In the course project you should demonstrate the ability to do research by solving a well-defined problem. The emphasis of the project is to apply a solid research methodology from beginning to end. You will learn about what a solid research methodology is in reading and analysis various research papers throughout the course.
Submit a one page proposal. The proposal should cover the following points:
- clear and concise problem statement: identify the problem (if all else breaks, start with: The problem is … (2 sentences or less)
- discuss the relevance: state why your problem is an important one, what impact would a solution have (i.e., what would it change)
- discuss why the problem is interesting, i.e., convince that it is challenging to solve
- describe related approaches
- sketch your approach: say what you intend to do to solve the problem
- describe how you intend to solve the problem (i.e., implement and evaluate, model and simulate, define theorem and prove etc.)
- describe anticipated difficulties
Submit a one page progress report. The report should contain:
- describe the problem you are working on (this may simply be a repeat of your proposal, unless you got feedback to refine your problem statement)

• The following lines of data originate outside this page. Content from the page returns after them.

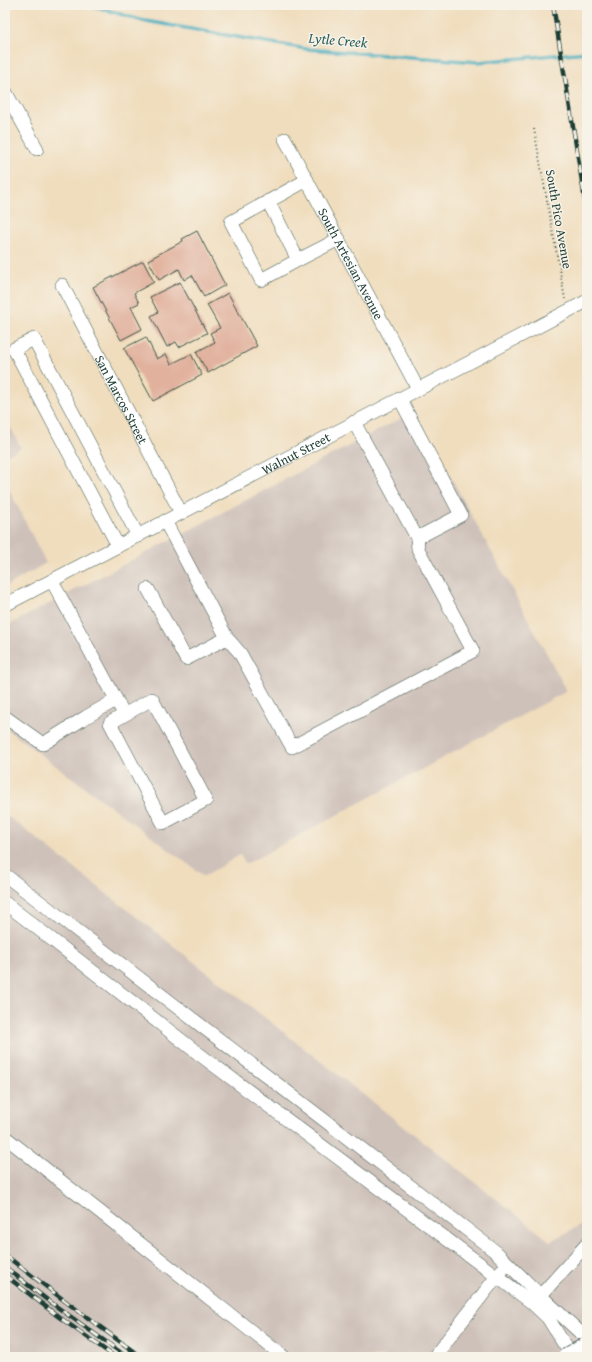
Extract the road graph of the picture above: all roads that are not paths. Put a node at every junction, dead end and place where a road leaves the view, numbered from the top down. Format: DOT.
graph roads {
  1 [pos="5,91"];
  2 [pos="285,138"];
  3 [pos="37,149"];
  4 [pos="307,180"];
  5 [pos="268,201"];
  6 [pos="339,239"];
  7 [pos="298,260"];
  8 [pos="62,285"];
  9 [pos="587,301"];
  10 [pos="418,389"];
  11 [pos="400,399"];
  12 [pos="354,422"];
  13 [pos="90,445"];
  14 [pos="70,455"];
  15 [pos="181,513"];
  16 [pos="165,521"];
  17 [pos="138,536"];
  18 [pos="417,538"];
  19 [pos="118,546"];
  20 [pos="52,580"];
  21 [pos="148,589"];
  22 [pos="7,600"];
  23 [pos="227,638"];
  24 [pos="116,700"];
  25 [pos="124,714"];
  26 [pos="5,717"];
  27 [pos="5,875"];
  28 [pos="5,903"];
  29 [pos="5,1137"];
  30 [pos="587,1244"];
  31 [pos="508,1263"];
  32 [pos="498,1276"];
  33 [pos="540,1296"];
  34 [pos="587,1339"];
  35 [pos="587,1345"];
  36 [pos="284,1357"];
  37 [pos="434,1357"];
  38 [pos="566,1357"];
  39 [pos="575,1357"];
  1 -- 3 [label="street"];
  2 -- 4 [label="street, South Artesian Avenue"];
  4 -- 5 [label="street"];
  4 -- 6 [label="street, South Artesian Avenue"];
  5 -- 7 [label="street"];
  5 -- 7 [label="street"];
  6 -- 7 [label="street"];
  6 -- 10 [label="street, South Artesian Avenue"];
  8 -- 15 [label="street, San Marcos Street"];
  9 -- 10 [label="street, Walnut Street"];
  10 -- 11 [label="street, Walnut Street"];
  11 -- 12 [label="street, Walnut Street"];
  11 -- 18 [label="street"];
  12 -- 15 [label="street, Walnut Street"];
  12 -- 18 [label="street"];
  13 -- 14 [label="street"];
  13 -- 14 [label="street"];
  13 -- 17 [label="street"];
  14 -- 19 [label="street"];
  15 -- 16 [label="street, Walnut Street"];
  16 -- 17 [label="street, Walnut Street"];
  16 -- 23 [label="street"];
  17 -- 19 [label="street, Walnut Street"];
  18 -- 23 [label="street"];
  19 -- 20 [label="street, Walnut Street"];
  20 -- 22 [label="street, Walnut Street"];
  20 -- 24 [label="street"];
  21 -- 23 [label="street"];
  24 -- 25 [label="street"];
  24 -- 26 [label="street"];
  25 -- 25 [label="street"];
  27 -- 31 [label="street"];
  28 -- 32 [label="street"];
  29 -- 36 [label="street"];
  30 -- 33 [label="street"];
  31 -- 32 [label="street"];
  31 -- 33 [label="street"];
  32 -- 37 [label="street"];
  32 -- 39 [label="street"];
  33 -- 34 [label="street"];
  35 -- 38 [label="main road, bridge"];
}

- describe your approach in more detail
- summarize of accomplishments to date
- summarize next steps
- describe problems your encountered and how you anticipate to solve them
- the problem description with a motivation
- a quick overview of related work
- the proposed solution
- a technical description of the solution
- encountered difficulties
- an evaluation
- future work and conclusion
For your final project write-up you must use the proposed format LNCS. Do not write more than 12 pages in the given format. Your project report must be of “publishable quality”. This means, the presentation should not include typos, not contain many grammatical errors, etc. It does not mean that your paper must be ready for publication in a major conference. (Even though this would be a desirable future result.)

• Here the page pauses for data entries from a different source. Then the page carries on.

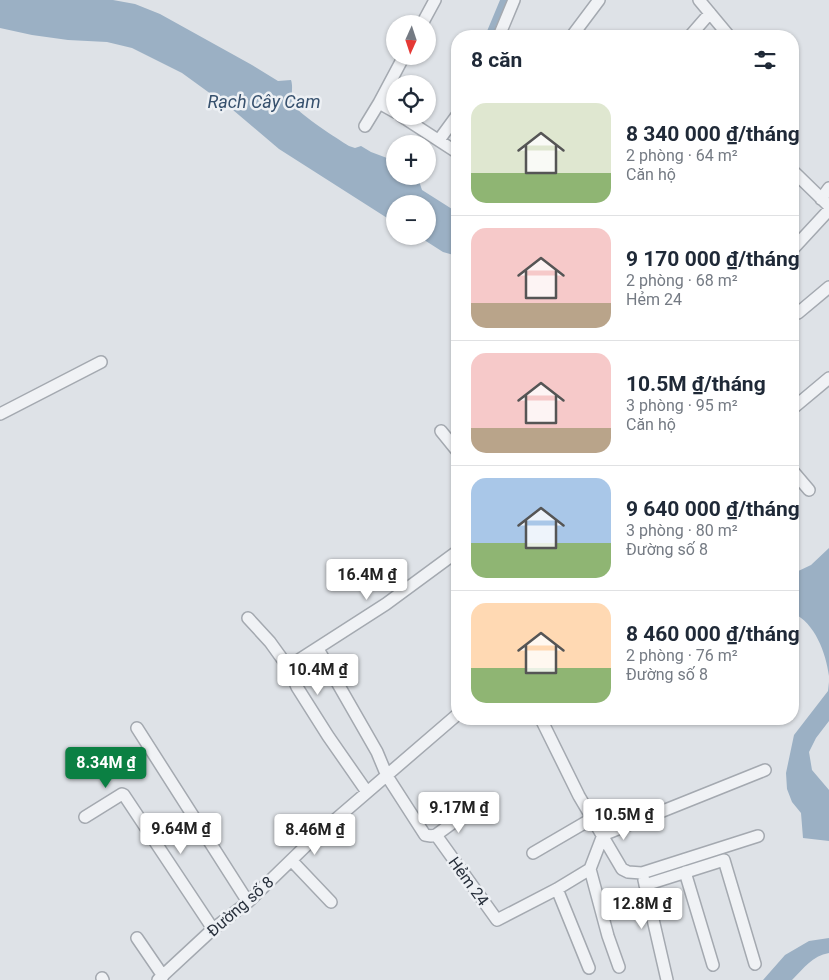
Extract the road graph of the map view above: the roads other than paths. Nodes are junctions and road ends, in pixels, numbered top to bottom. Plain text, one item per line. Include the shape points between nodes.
1 (435, 0) edge
2 (514, 0) edge
3 (599, 0) edge
4 (699, 0) edge
5 (710, 13) junction
6 (427, 15) edge
7 (502, 30) edge
8 (576, 30) edge
9 (695, 30) edge
10 (724, 30) edge
11 (399, 65) edge
12 (379, 103) junction
13 (386, 107) edge
14 (451, 124) edge
15 (415, 125) edge
16 (365, 126) dead end
17 (439, 140) junction
18 (451, 148) edge
19 (799, 177) edge
20 (829, 188) edge
21 (826, 205) edge
22 (799, 241) edge
23 (829, 286) edge
24 (799, 312) edge
25 (102, 362) dead end
26 (829, 378) edge
27 (799, 403) edge
28 (0, 414) edge
29 (441, 431) dead end
30 (451, 443) edge
31 (799, 478) edge
32 (809, 490) dead end
33 (451, 556) edge
34 (248, 618) dead end
35 (318, 649) junction
36 (288, 667) junction
37 (451, 720) edge
38 (544, 725) edge
39 (137, 728) dead end
40 (765, 770) dead end
41 (387, 776) junction
42 (367, 792) junction
43 (466, 813) dead end
44 (85, 817) dead end
45 (593, 818) junction
46 (436, 835) junction
47 (603, 835) junction
48 (758, 836) dead end
49 (533, 853) dead end
50 (292, 861) junction
51 (590, 869) junction
52 (685, 872) junction
53 (642, 873) junction
54 (645, 885) junction
55 (557, 889) junction
56 (248, 902) junction
57 (331, 902) dead end
58 (213, 929) junction
59 (137, 938) dead end
60 (755, 964) dead end
61 (713, 965) dead end
62 (620, 967) dead end
63 (589, 968) dead end
64 (161, 978) edge
65 (668, 980) edge

1 - 6 street
2 - 7 street
3 - 8 street
4 - 5 street
5 - 9 street
5 - 10 street
11 - 12 street
12 - 13 street
12 - 16 street
14 - 17 street
15 - 17 street
17 - 18 street
19 - 21 street
20 - 21 street
21 - 22 street
23 - 24 street
25 - 28 street
26 - 27 street
29 - 30 street
31 - 32 street
33 - 35 street
34 - 36 street
35 - 36 street
35 - 41 street via 377,752
36 - 42 street via 297,687
37 - 41 street, Đường số 8
38 - 45 street
39 - 56 street
40 - 47 street
41 - 42 street, Đường số 8
41 - 46 street, Hẻm 24 via 425,835
42 - 50 street, Đường số 8
43 - 46 street
44 - 58 street via 124,795
45 - 47 street
45 - 49 street
46 - 55 street, Hẻm 24 via 497,920
47 - 51 street
47 - 53 street via 622,868
48 - 53 street
50 - 56 street, Đường số 8
50 - 57 street
51 - 55 street
51 - 62 street
52 - 54 street
52 - 60 street via 724,860
52 - 61 street
53 - 54 street
54 - 65 street
55 - 63 street
56 - 58 street, Đường số 8
58 - 64 street, Đường số 8
59 - 64 street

- You have 12 pages to present your project.
- No code should be attached to the project write-up.
- The final deadline for your project is 15th of December.
- The point of these strict rules is to approximate a conference/journal/proposal/patent submission process. You will often have to deal with formats imposed on you by someone else.
- Secondly, everybody should be allowed to write the same amount, or less to present their ideas.
The course mark is broken down as follows
- 15% One pagers
- 30% Presentations and discussion leading
- 20% Participation and interactions (discussion, feedback, readings, ideas, etc.)
- 35% Course project (proposal, progress reports, presentation, final report)
- Pager 1: 1st of October, midnight
- Project proposals: 14th of October, midnight
- Pager 2: 15th of October, midnight
- Pager 3: 5th of November
- Project report: 19th of Nov, midnight
- Final presentations: last week of classes
- Final report due: 17th of Dec